# WORK REQUIRED
Please output all the entries word for word, without the pictures.

# RECORDS FOR THIS EXERCISE
#####

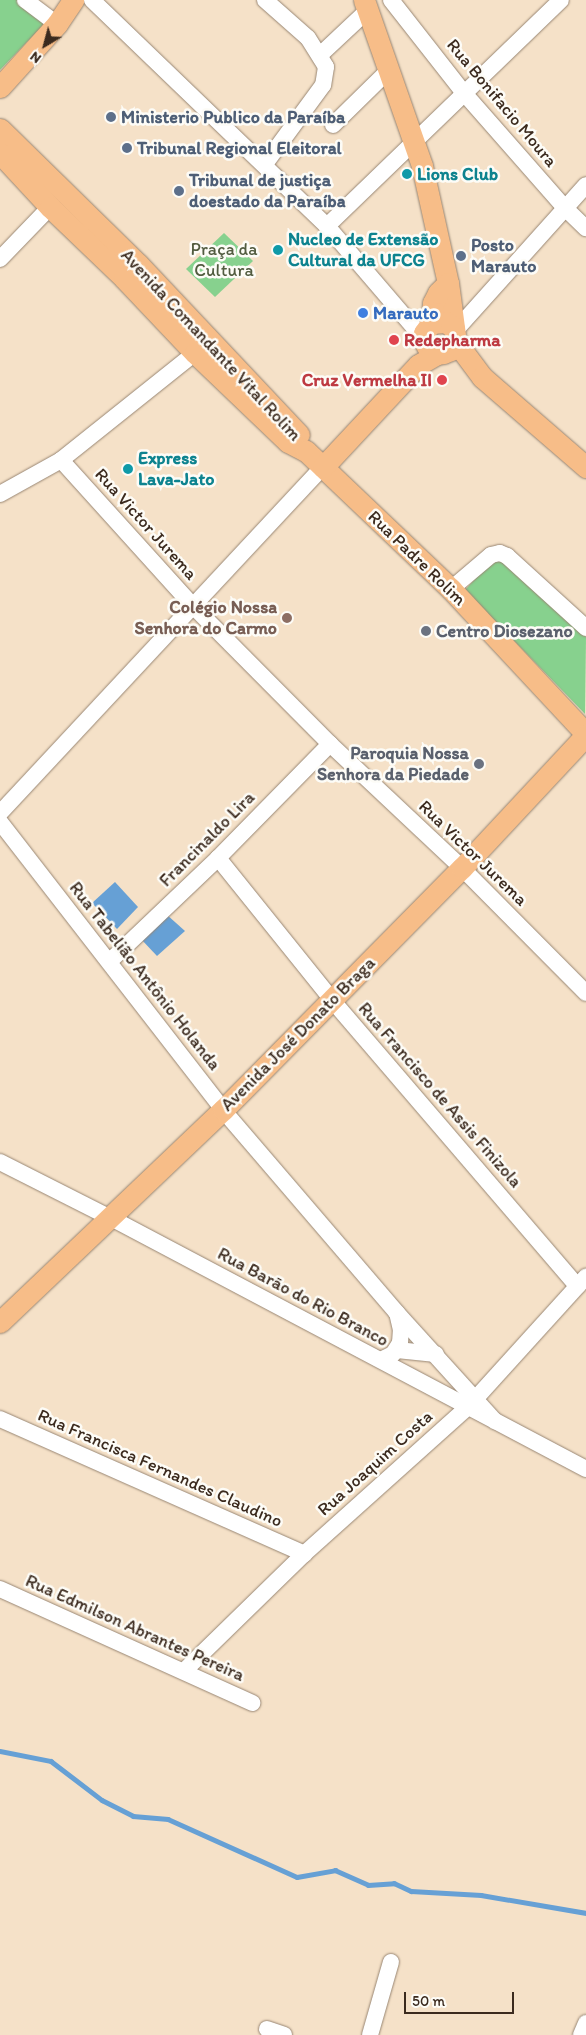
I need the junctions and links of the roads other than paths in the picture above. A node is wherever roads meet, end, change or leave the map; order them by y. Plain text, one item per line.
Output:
1 (25, 0) edge
2 (73, 0) edge
3 (92, 0) edge
4 (265, 0) edge
5 (391, 0) edge
6 (561, 0) edge
7 (372, 3) edge
8 (57, 24) junction
9 (320, 55) junction
10 (390, 69) junction
11 (0, 87) edge
12 (464, 93) junction
13 (333, 125) dead end
14 (0, 129) edge
15 (414, 141) junction
16 (0, 153) edge
17 (265, 164) junction
18 (586, 185) edge
19 (50, 206) junction
20 (565, 208) junction
21 (327, 226) junction
22 (586, 228) edge
23 (0, 259) edge
24 (439, 338) junction
25 (202, 347) junction
26 (306, 451) joint
27 (61, 460) junction
28 (323, 467) junction
29 (586, 467) edge
30 (0, 494) edge
31 (451, 589) junction
32 (194, 607) junction
33 (586, 628) edge
34 (586, 735) edge
35 (330, 744) junction
36 (0, 814) edge
37 (0, 822) edge
38 (218, 858) junction
39 (462, 868) junction
40 (110, 961) junction
41 (586, 993) edge
42 (332, 1000) junction
43 (223, 1110) junction
44 (0, 1162) edge
45 (111, 1218) junction
46 (581, 1282) edge
47 (397, 1313) junction
48 (0, 1322) edge
49 (397, 1350) junction
50 (436, 1354) junction
51 (381, 1360) junction
52 (472, 1403) junction
53 (0, 1418) edge
54 (586, 1469) edge
55 (304, 1554) junction
56 (0, 1589) edge
57 (184, 1671) junction
58 (253, 1703) dead end
59 (391, 1962) dead end
60 (586, 2023) edge
61 (267, 2029) dead end
62 (284, 2035) edge
63 (370, 2035) edge
64 (581, 2035) edge

1 - 8 street
2 - 8 main road
3 - 17 street
4 - 9 street
5 - 12 street, Rua Bonifacio Moura
6 - 12 street
7 - 9 street
7 - 10 main road
8 - 11 main road
9 - 17 street
10 - 13 street
10 - 15 main road
12 - 15 street
12 - 20 street, Rua Bonifacio Moura
14 - 25 main road, Avenida Comandante Vital Rolim
15 - 21 street
15 - 24 main road
16 - 19 main road, Avenida Comandante Vital Rolim
17 - 21 street
18 - 20 street
19 - 23 street
19 - 25 main road, Avenida Comandante Vital Rolim
20 - 22 street, Rua Bonifacio Moura
20 - 24 street
21 - 24 street
24 - 28 main road
24 - 29 main road
25 - 26 main road, Avenida Comandante Vital Rolim
25 - 27 street
26 - 28 main road, Rua Padre Rolim
27 - 30 street
27 - 32 street, Rua Victor Jurema
28 - 31 main road, Rua Padre Rolim
28 - 32 street
31 - 33 street
31 - 34 main road, Rua Padre Rolim
32 - 35 street, Rua Victor Jurema
32 - 36 street
34 - 39 main road, Avenida José Donato Braga
35 - 38 street, Francinaldo Lira
35 - 39 street, Rua Victor Jurema
37 - 40 street, Rua Tabelião Antônio Holanda
38 - 40 street, Francinaldo Lira
38 - 42 street, Rua Francisco de Assis Finizola
39 - 41 street, Rua Victor Jurema
39 - 42 main road, Avenida José Donato Braga
40 - 43 street, Rua Tabelião Antônio Holanda
42 - 43 main road, Avenida José Donato Braga
42 - 46 street, Rua Francisco de Assis Finizola
43 - 45 main road, Avenida José Donato Braga
43 - 47 street, Rua Tabelião Antônio Holanda
44 - 45 street, Rua Barāo do Rio Branco
45 - 48 main road, Avenida José Donato Braga
45 - 51 street, Rua Barāo do Rio Branco
46 - 52 street, Rua Joaquim Costa
47 - 49 street
47 - 50 street, Rua Tabelião Antônio Holanda
49 - 50 street
49 - 51 street
50 - 52 street, Rua Tabelião Antônio Holanda
51 - 52 street, Rua Barāo do Rio Branco
52 - 54 street, Rua Barāo do Rio Branco
52 - 55 street, Rua Joaquim Costa
53 - 55 street, Rua Francisca Fernandes Claudino
55 - 57 street, Rua Joaquim Costa
56 - 57 street, Rua Edmilson Abrantes Pereira
57 - 58 street, Rua Edmilson Abrantes Pereira
59 - 63 street
60 - 64 street
61 - 62 street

#####

# OUTPUT BELOW
I need the junctions and links of the roads other than paths in the picture above. A node is wherever roads meet, end, change or leave the map; order them by y. Plain text, one item per line.
Output:
1 (25, 0) edge
2 (73, 0) edge
3 (92, 0) edge
4 (265, 0) edge
5 (391, 0) edge
6 (561, 0) edge
7 (372, 3) edge
8 (57, 24) junction
9 (320, 55) junction
10 (390, 69) junction
11 (0, 87) edge
12 (464, 93) junction
13 (333, 125) dead end
14 (0, 129) edge
15 (414, 141) junction
16 (0, 153) edge
17 (265, 164) junction
18 (586, 185) edge
19 (50, 206) junction
20 (565, 208) junction
21 (327, 226) junction
22 (586, 228) edge
23 (0, 259) edge
24 (439, 338) junction
25 (202, 347) junction
26 (306, 451) joint
27 (61, 460) junction
28 (323, 467) junction
29 (586, 467) edge
30 (0, 494) edge
31 (451, 589) junction
32 (194, 607) junction
33 (586, 628) edge
34 (586, 735) edge
35 (330, 744) junction
36 (0, 814) edge
37 (0, 822) edge
38 (218, 858) junction
39 (462, 868) junction
40 (110, 961) junction
41 (586, 993) edge
42 (332, 1000) junction
43 (223, 1110) junction
44 (0, 1162) edge
45 (111, 1218) junction
46 (581, 1282) edge
47 (397, 1313) junction
48 (0, 1322) edge
49 (397, 1350) junction
50 (436, 1354) junction
51 (381, 1360) junction
52 (472, 1403) junction
53 (0, 1418) edge
54 (586, 1469) edge
55 (304, 1554) junction
56 (0, 1589) edge
57 (184, 1671) junction
58 (253, 1703) dead end
59 (391, 1962) dead end
60 (586, 2023) edge
61 (267, 2029) dead end
62 (284, 2035) edge
63 (370, 2035) edge
64 (581, 2035) edge

1 - 8 street
2 - 8 main road
3 - 17 street
4 - 9 street
5 - 12 street, Rua Bonifacio Moura
6 - 12 street
7 - 9 street
7 - 10 main road
8 - 11 main road
9 - 17 street
10 - 13 street
10 - 15 main road
12 - 15 street
12 - 20 street, Rua Bonifacio Moura
14 - 25 main road, Avenida Comandante Vital Rolim
15 - 21 street
15 - 24 main road
16 - 19 main road, Avenida Comandante Vital Rolim
17 - 21 street
18 - 20 street
19 - 23 street
19 - 25 main road, Avenida Comandante Vital Rolim
20 - 22 street, Rua Bonifacio Moura
20 - 24 street
21 - 24 street
24 - 28 main road
24 - 29 main road
25 - 26 main road, Avenida Comandante Vital Rolim
25 - 27 street
26 - 28 main road, Rua Padre Rolim
27 - 30 street
27 - 32 street, Rua Victor Jurema
28 - 31 main road, Rua Padre Rolim
28 - 32 street
31 - 33 street
31 - 34 main road, Rua Padre Rolim
32 - 35 street, Rua Victor Jurema
32 - 36 street
34 - 39 main road, Avenida José Donato Braga
35 - 38 street, Francinaldo Lira
35 - 39 street, Rua Victor Jurema
37 - 40 street, Rua Tabelião Antônio Holanda
38 - 40 street, Francinaldo Lira
38 - 42 street, Rua Francisco de Assis Finizola
39 - 41 street, Rua Victor Jurema
39 - 42 main road, Avenida José Donato Braga
40 - 43 street, Rua Tabelião Antônio Holanda
42 - 43 main road, Avenida José Donato Braga
42 - 46 street, Rua Francisco de Assis Finizola
43 - 45 main road, Avenida José Donato Braga
43 - 47 street, Rua Tabelião Antônio Holanda
44 - 45 street, Rua Barāo do Rio Branco
45 - 48 main road, Avenida José Donato Braga
45 - 51 street, Rua Barāo do Rio Branco
46 - 52 street, Rua Joaquim Costa
47 - 49 street
47 - 50 street, Rua Tabelião Antônio Holanda
49 - 50 street
49 - 51 street
50 - 52 street, Rua Tabelião Antônio Holanda
51 - 52 street, Rua Barāo do Rio Branco
52 - 54 street, Rua Barāo do Rio Branco
52 - 55 street, Rua Joaquim Costa
53 - 55 street, Rua Francisca Fernandes Claudino
55 - 57 street, Rua Joaquim Costa
56 - 57 street, Rua Edmilson Abrantes Pereira
57 - 58 street, Rua Edmilson Abrantes Pereira
59 - 63 street
60 - 64 street
61 - 62 street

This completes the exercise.